DIRECTIONS FOR THIS TASK:
Go through the listing beneath this task and return every line that carries the string "Trafalgar".

SUPPLIED RECORDS:
+ + + +
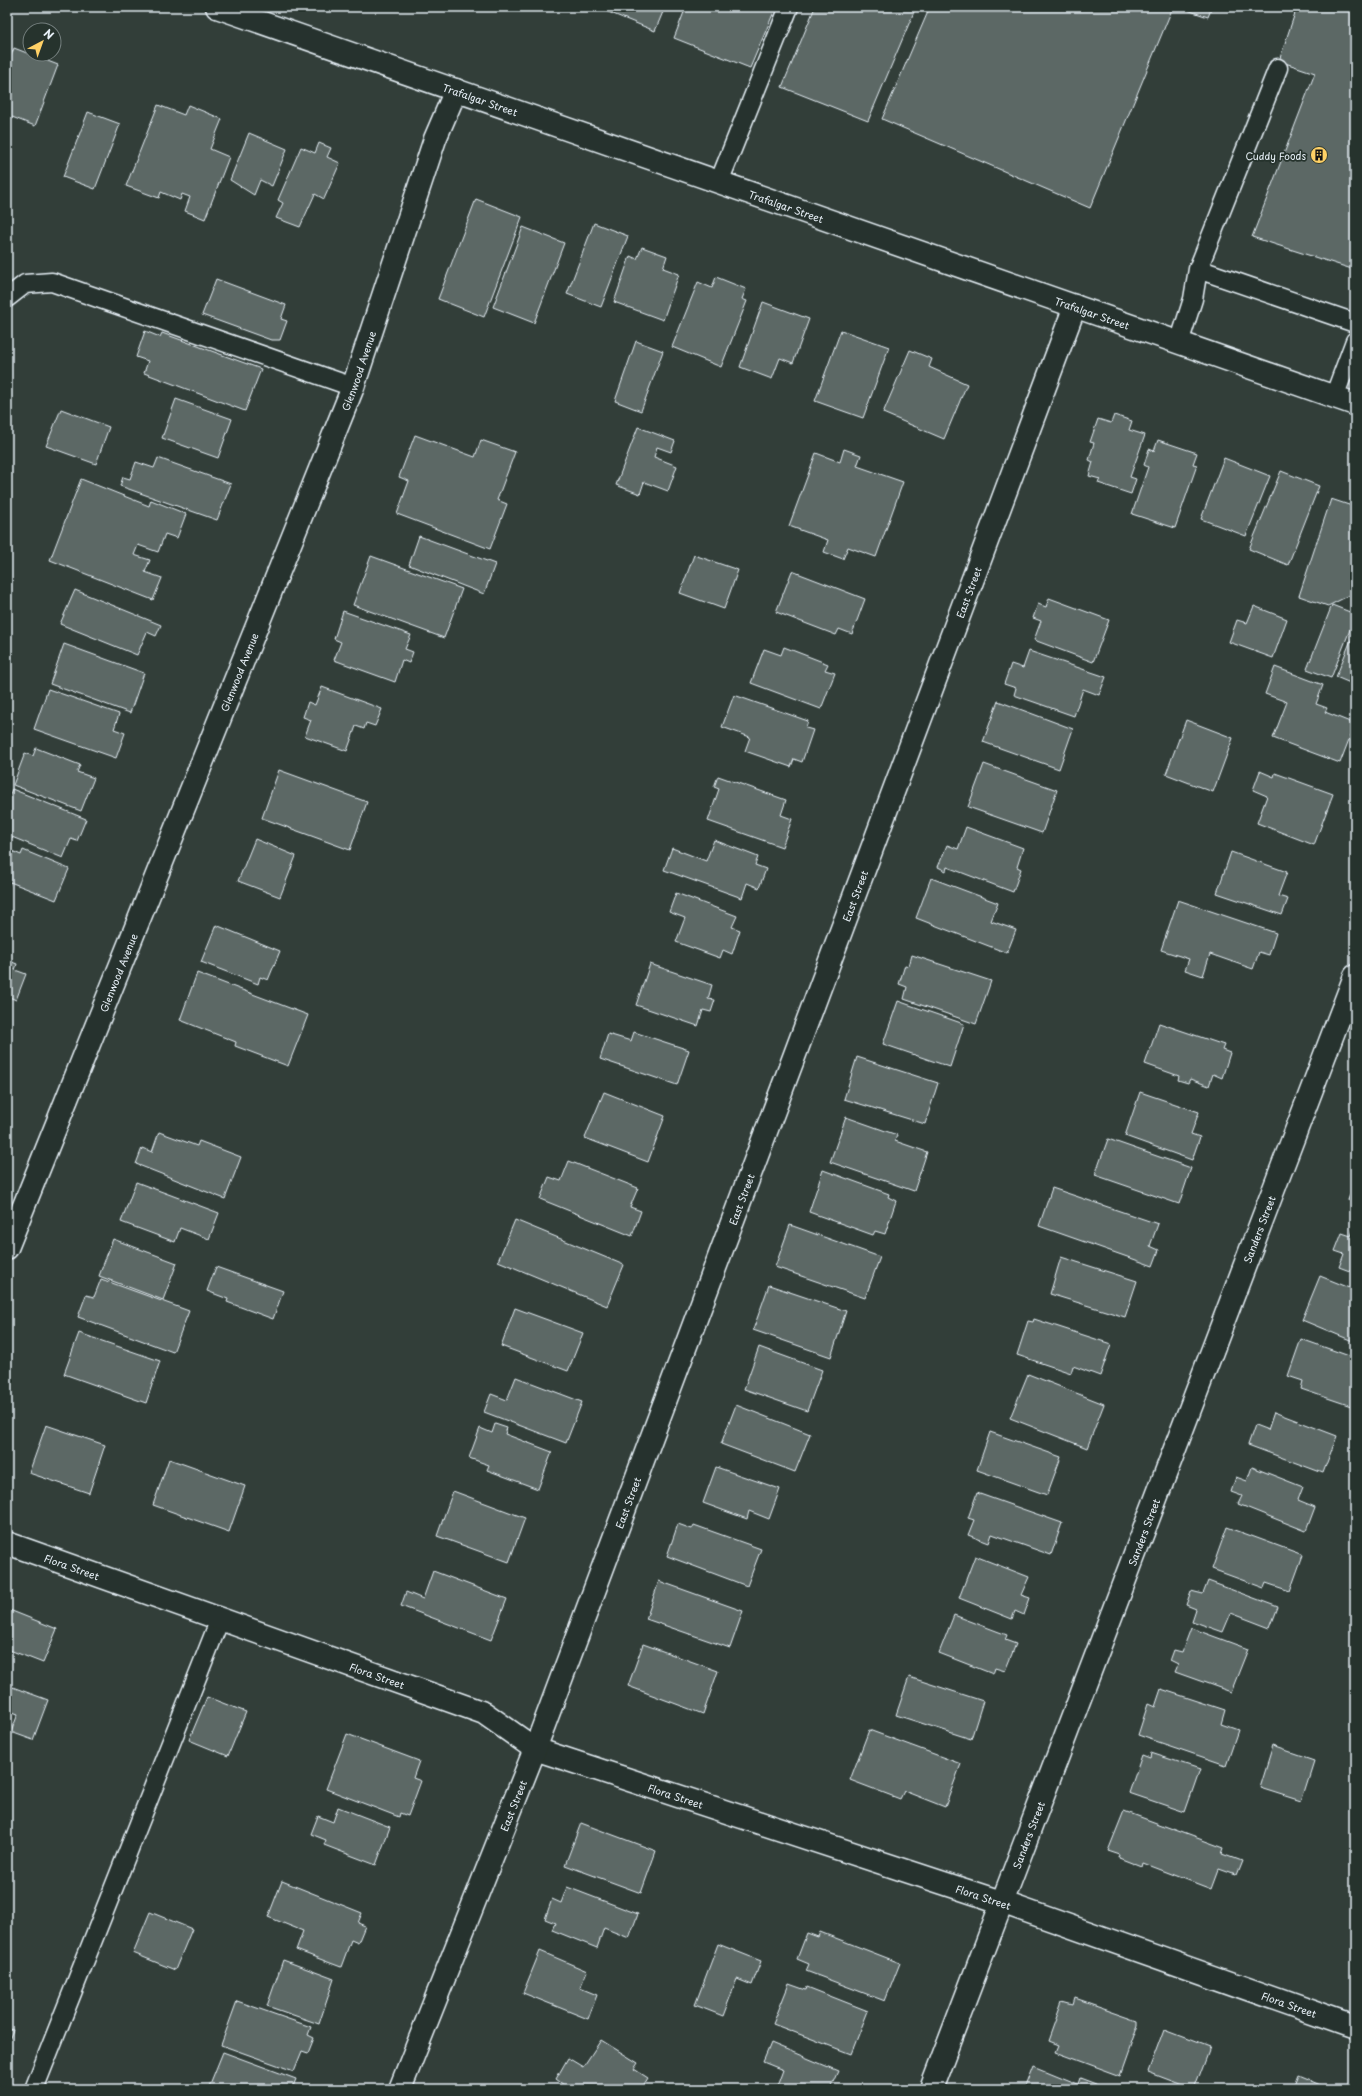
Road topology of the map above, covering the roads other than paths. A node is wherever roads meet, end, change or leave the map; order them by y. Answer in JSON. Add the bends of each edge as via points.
{"nodes":[{"id":1,"x":217,"y":7,"type":"edge"},
{"id":2,"x":789,"y":7,"type":"edge"},
{"id":3,"x":1278,"y":68,"type":"dead end"},
{"id":4,"x":456,"y":90,"type":"junction"},
{"id":5,"x":719,"y":182,"type":"junction"},
{"id":6,"x":1198,"y":269,"type":"junction"},
{"id":7,"x":7,"y":298,"type":"edge"},
{"id":8,"x":1075,"y":306,"type":"junction"},
{"id":9,"x":1355,"y":323,"type":"edge"},
{"id":10,"x":1355,"y":341,"type":"edge"},
{"id":11,"x":1179,"y":343,"type":"junction"},
{"id":12,"x":353,"y":387,"type":"junction"},
{"id":13,"x":1334,"y":397,"type":"junction"},
{"id":14,"x":1355,"y":404,"type":"edge"},
{"id":15,"x":1355,"y":976,"type":"edge"},
{"id":16,"x":7,"y":1248,"type":"edge"},
{"id":17,"x":7,"y":1543,"type":"edge"},
{"id":18,"x":220,"y":1619,"type":"junction"},
{"id":19,"x":535,"y":1750,"type":"junction"},
{"id":20,"x":1002,"y":1902,"type":"junction"},
{"id":21,"x":1355,"y":2027,"type":"edge"},
{"id":22,"x":34,"y":2089,"type":"edge"},
{"id":23,"x":400,"y":2089,"type":"edge"},
{"id":24,"x":931,"y":2089,"type":"edge"}],
"edges":[{"from":1,"to":4,"type":"street","name":"Trafalgar Street"},
{"from":2,"to":5,"type":"lane"},
{"from":3,"to":6,"type":"lane"},
{"from":4,"to":5,"type":"street","name":"Trafalgar Street"},
{"from":4,"to":12,"type":"street","name":"Glenwood Avenue","via":[[435,139]]},
{"from":5,"to":8,"type":"street","name":"Trafalgar Street"},
{"from":6,"to":9,"type":"lane"},
{"from":6,"to":11,"type":"lane","via":[[1193,299]]},
{"from":7,"to":12,"type":"lane","via":[[24,284],[52,282]]},
{"from":8,"to":11,"type":"street","name":"Trafalgar Street"},
{"from":8,"to":19,"type":"street","name":"East Street"},
{"from":10,"to":13,"type":"lane"},
{"from":11,"to":13,"type":"street","name":"Trafalgar Street"},
{"from":12,"to":16,"type":"street","name":"Glenwood Avenue"},
{"from":13,"to":14,"type":"street","name":"Trafalgar Street"},
{"from":15,"to":20,"type":"street","name":"Sanders Street"},
{"from":17,"to":18,"type":"street","name":"Flora Street"},
{"from":18,"to":19,"type":"street","name":"Flora Street","via":[[484,1713]]},
{"from":18,"to":22,"type":"lane"},
{"from":19,"to":20,"type":"street","name":"Flora Street"},
{"from":19,"to":23,"type":"street","name":"East Street"},
{"from":20,"to":21,"type":"street","name":"Flora Street"},
{"from":20,"to":24,"type":"street","name":"Sanders Street"}]}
+ + + +
OUTPUT BELOW:
"edges":[{"from":1,"to":4,"type":"street","name":"Trafalgar Street"},
{"from":4,"to":5,"type":"street","name":"Trafalgar Street"},
{"from":5,"to":8,"type":"street","name":"Trafalgar Street"},
{"from":8,"to":11,"type":"street","name":"Trafalgar Street"},
{"from":11,"to":13,"type":"street","name":"Trafalgar Street"},
{"from":13,"to":14,"type":"street","name":"Trafalgar Street"},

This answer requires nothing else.